Sunday, November 16, 2008

gosh i really suck keeping track of birthdays. so many birthdays whizzed past me and all i do is realise when its like 2 weeks after the actual date. i'm such a bad friend.

so here i am. sitting on the cold floor lying against the wall, typing away on this laptop propped on my chair. bored to the max. all that i've been doing are crossword puzzles, reading breaking dawn and not forgetting your present. mum told me to get a job instead of dragging my lazy ass from place to place doing nothing or to take up a hobby. but i like lazying. i like slacking. i've never felt so wasted. its a good natural feeling, beats getting high.

great disappointment yest. the 16th.
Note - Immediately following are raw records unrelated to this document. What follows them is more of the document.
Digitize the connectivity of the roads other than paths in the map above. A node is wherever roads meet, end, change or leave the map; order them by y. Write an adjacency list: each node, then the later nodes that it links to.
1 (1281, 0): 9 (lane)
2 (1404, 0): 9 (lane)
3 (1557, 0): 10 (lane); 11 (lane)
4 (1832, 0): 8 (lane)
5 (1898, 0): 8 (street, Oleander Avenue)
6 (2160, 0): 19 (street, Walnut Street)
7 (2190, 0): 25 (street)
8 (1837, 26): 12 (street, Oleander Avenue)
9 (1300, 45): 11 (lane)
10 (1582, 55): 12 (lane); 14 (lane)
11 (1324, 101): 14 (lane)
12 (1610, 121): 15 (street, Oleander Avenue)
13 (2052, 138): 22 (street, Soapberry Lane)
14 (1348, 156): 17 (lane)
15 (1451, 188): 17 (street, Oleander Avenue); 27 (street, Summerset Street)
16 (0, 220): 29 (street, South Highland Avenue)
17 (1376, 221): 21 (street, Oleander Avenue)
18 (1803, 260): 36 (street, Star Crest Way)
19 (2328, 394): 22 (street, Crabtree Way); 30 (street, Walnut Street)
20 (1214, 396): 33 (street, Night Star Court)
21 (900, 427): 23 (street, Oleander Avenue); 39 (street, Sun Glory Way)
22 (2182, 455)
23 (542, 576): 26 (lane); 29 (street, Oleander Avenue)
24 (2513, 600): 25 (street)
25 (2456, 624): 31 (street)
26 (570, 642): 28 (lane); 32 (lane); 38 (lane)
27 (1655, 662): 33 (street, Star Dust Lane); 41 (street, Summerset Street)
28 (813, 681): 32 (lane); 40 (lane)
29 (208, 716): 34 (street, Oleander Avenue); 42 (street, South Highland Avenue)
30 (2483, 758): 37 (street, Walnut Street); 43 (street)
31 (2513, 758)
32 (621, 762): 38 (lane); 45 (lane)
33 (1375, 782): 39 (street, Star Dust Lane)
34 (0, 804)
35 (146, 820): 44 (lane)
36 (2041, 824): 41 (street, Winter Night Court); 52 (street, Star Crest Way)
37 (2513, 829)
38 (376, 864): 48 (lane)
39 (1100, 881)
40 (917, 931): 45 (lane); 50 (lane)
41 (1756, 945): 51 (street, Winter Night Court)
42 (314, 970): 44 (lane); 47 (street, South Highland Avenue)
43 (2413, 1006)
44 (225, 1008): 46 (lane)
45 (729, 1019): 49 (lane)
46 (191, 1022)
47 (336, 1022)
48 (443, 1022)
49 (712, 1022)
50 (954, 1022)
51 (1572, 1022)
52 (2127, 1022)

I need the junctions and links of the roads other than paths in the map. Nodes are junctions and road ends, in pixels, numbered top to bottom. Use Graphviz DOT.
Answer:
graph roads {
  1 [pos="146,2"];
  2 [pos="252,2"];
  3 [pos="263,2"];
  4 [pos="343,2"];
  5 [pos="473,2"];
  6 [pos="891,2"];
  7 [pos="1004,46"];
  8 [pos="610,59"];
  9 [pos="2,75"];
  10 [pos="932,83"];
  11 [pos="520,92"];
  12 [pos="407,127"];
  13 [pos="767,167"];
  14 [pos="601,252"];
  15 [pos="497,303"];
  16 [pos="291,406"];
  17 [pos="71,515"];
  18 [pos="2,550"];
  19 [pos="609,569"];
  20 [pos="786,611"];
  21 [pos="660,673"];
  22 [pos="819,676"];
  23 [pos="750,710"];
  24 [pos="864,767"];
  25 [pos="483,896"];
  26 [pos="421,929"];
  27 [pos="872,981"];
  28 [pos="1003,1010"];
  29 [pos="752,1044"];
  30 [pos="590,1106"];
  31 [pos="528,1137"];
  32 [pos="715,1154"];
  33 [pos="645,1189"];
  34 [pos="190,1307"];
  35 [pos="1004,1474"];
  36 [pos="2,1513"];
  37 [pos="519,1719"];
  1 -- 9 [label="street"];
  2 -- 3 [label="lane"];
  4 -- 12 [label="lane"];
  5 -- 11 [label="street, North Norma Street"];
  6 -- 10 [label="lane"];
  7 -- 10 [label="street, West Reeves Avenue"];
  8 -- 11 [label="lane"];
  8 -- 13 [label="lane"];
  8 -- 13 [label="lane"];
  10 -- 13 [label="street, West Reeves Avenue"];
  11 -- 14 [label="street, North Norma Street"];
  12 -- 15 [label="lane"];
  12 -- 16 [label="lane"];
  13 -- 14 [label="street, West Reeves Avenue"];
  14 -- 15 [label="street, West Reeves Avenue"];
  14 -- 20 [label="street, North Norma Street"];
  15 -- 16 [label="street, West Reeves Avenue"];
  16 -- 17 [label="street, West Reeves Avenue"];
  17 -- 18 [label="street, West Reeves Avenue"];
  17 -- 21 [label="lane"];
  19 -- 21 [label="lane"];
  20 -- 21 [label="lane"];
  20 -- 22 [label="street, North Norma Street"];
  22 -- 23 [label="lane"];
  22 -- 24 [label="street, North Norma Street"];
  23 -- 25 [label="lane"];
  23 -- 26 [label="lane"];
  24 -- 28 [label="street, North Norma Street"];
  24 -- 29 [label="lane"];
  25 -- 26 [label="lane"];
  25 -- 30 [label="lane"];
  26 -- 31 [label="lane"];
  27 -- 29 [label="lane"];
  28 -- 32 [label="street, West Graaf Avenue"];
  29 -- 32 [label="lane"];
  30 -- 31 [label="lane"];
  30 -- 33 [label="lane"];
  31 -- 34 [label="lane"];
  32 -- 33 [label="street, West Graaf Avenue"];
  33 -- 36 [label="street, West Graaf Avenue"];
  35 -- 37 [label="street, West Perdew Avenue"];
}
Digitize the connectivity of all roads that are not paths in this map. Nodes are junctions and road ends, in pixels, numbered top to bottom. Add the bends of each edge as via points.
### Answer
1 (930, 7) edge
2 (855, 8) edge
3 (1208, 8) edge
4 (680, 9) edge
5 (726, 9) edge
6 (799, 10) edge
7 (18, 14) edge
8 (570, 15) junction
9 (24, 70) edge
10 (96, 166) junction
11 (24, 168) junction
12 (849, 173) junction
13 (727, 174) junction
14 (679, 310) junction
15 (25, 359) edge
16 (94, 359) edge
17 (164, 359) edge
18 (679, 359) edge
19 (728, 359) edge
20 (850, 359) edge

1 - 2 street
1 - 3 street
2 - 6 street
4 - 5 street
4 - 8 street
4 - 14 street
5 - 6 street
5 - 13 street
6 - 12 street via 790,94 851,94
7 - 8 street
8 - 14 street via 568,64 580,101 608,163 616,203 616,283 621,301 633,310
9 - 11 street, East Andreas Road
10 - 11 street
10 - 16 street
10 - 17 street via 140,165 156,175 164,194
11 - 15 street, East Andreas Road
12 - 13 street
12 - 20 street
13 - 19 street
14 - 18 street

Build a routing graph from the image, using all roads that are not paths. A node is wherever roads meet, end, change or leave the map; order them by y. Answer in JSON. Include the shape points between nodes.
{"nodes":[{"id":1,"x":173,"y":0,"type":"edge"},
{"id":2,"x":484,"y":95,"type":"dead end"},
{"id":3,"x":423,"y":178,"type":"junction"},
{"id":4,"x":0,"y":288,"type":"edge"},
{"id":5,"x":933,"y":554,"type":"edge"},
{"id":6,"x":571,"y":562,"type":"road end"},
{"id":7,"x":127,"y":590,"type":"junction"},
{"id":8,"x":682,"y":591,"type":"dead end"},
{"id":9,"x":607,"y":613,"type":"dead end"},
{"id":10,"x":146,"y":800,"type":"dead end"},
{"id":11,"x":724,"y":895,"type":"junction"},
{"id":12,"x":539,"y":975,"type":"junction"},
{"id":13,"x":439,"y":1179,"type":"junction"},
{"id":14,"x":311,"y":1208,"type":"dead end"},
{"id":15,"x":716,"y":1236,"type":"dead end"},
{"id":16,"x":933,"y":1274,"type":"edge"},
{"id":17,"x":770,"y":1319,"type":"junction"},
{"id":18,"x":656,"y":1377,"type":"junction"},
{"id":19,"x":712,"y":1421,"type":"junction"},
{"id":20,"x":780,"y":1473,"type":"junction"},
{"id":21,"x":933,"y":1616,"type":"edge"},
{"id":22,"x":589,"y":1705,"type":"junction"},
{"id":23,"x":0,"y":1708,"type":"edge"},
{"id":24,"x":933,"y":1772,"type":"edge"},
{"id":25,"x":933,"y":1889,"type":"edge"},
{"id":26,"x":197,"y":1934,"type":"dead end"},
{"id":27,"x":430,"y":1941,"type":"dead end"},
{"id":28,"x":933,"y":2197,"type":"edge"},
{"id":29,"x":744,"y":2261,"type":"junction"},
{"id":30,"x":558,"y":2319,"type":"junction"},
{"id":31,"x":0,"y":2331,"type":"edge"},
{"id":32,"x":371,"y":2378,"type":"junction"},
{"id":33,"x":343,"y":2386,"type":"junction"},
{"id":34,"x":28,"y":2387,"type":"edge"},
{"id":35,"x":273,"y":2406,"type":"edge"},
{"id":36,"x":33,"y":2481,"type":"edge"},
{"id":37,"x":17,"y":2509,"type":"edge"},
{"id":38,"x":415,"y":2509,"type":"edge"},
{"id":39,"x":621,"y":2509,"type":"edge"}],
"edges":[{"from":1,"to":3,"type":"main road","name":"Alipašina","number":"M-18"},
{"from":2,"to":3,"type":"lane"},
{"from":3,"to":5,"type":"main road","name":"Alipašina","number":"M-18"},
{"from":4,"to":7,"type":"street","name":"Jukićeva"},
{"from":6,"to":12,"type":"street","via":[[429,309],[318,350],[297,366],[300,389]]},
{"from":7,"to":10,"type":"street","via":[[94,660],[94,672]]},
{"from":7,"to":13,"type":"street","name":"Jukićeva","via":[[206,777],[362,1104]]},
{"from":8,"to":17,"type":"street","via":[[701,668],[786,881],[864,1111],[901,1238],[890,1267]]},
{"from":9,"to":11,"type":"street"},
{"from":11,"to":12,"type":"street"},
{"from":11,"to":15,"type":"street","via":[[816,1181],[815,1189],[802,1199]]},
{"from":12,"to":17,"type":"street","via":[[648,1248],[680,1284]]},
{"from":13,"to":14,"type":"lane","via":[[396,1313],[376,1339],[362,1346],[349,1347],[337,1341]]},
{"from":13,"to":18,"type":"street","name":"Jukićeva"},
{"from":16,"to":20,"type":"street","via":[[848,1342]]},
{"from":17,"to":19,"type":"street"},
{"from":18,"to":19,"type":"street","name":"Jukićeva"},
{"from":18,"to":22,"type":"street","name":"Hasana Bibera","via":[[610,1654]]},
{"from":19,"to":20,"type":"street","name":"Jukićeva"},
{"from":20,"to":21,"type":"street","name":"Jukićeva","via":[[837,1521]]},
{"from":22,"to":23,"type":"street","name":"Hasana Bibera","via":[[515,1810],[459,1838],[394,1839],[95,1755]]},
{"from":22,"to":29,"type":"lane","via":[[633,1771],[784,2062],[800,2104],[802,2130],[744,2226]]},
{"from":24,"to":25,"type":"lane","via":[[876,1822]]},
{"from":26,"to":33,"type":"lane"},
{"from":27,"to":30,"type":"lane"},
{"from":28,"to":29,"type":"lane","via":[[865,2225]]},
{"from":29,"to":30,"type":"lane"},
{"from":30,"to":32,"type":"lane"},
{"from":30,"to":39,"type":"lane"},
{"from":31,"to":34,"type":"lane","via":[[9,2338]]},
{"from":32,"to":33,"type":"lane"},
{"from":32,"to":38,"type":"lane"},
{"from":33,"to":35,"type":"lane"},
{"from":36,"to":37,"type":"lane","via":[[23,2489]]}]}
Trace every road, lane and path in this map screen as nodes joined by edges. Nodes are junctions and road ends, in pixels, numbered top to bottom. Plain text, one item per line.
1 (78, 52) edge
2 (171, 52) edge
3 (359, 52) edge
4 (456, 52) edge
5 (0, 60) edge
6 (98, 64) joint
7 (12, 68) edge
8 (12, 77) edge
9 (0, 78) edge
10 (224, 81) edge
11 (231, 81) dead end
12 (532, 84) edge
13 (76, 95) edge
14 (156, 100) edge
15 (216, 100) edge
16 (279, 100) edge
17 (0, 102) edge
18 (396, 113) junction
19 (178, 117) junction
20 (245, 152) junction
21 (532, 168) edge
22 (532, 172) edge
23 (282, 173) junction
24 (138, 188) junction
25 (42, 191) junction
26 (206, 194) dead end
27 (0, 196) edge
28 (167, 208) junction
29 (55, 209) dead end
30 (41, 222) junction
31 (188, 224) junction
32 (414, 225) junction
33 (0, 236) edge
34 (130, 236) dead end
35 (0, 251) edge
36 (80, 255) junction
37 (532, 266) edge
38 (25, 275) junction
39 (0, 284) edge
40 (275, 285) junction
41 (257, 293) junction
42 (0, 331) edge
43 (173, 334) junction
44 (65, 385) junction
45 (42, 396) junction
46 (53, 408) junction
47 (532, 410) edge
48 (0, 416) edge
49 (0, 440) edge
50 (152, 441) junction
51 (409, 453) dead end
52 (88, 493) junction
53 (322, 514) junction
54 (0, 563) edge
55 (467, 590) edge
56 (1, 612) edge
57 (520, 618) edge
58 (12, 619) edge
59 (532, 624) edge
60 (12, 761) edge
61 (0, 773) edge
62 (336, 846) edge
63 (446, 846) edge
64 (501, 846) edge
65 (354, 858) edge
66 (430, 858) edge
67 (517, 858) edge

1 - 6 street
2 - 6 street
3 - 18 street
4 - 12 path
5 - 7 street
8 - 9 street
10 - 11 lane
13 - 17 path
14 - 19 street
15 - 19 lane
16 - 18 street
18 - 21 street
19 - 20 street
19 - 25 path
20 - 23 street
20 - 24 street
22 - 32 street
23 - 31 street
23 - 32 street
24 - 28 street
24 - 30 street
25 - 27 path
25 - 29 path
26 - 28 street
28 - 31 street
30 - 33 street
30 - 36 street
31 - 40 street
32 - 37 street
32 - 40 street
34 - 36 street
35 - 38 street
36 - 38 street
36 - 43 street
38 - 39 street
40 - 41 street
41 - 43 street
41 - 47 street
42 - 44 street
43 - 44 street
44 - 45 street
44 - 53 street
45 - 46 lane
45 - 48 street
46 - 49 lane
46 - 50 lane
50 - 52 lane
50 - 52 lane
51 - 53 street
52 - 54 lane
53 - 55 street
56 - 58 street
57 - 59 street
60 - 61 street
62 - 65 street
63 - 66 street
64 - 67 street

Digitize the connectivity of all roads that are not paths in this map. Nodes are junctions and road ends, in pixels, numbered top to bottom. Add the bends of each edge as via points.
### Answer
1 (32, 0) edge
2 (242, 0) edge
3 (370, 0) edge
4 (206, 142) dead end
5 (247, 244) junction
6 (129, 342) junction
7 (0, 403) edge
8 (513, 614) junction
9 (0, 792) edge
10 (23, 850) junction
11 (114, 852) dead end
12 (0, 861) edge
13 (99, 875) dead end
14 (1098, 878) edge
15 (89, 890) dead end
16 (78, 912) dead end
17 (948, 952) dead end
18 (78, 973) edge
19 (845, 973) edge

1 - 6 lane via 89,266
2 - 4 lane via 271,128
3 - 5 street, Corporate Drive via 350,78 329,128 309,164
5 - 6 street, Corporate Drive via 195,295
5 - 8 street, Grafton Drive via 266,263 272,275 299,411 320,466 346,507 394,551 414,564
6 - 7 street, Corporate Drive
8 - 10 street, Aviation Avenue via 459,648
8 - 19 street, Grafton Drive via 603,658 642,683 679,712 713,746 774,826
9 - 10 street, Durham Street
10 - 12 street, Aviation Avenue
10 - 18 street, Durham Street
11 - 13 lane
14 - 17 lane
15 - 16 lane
THE 16TH. i guess subconsciously i was looking forward to it and when it didnt happen the way i wanted it to, it just turned into this one massive flop. no big deal i guess and its not your fault anw. so two massive flops in just 3 days. a little too heavy for the heart to take. is it gonna continue this way? cause i rather back out now.

mum told me the choices of destination for our hols. so far hong kong sounds the most appealing. DISNEY LAND! but other than that, there's nothing else. no good food to look forward to. but there's the flight and the hotel. i just hope we'll go somewhere new where there's good food and beautiful culture to explore.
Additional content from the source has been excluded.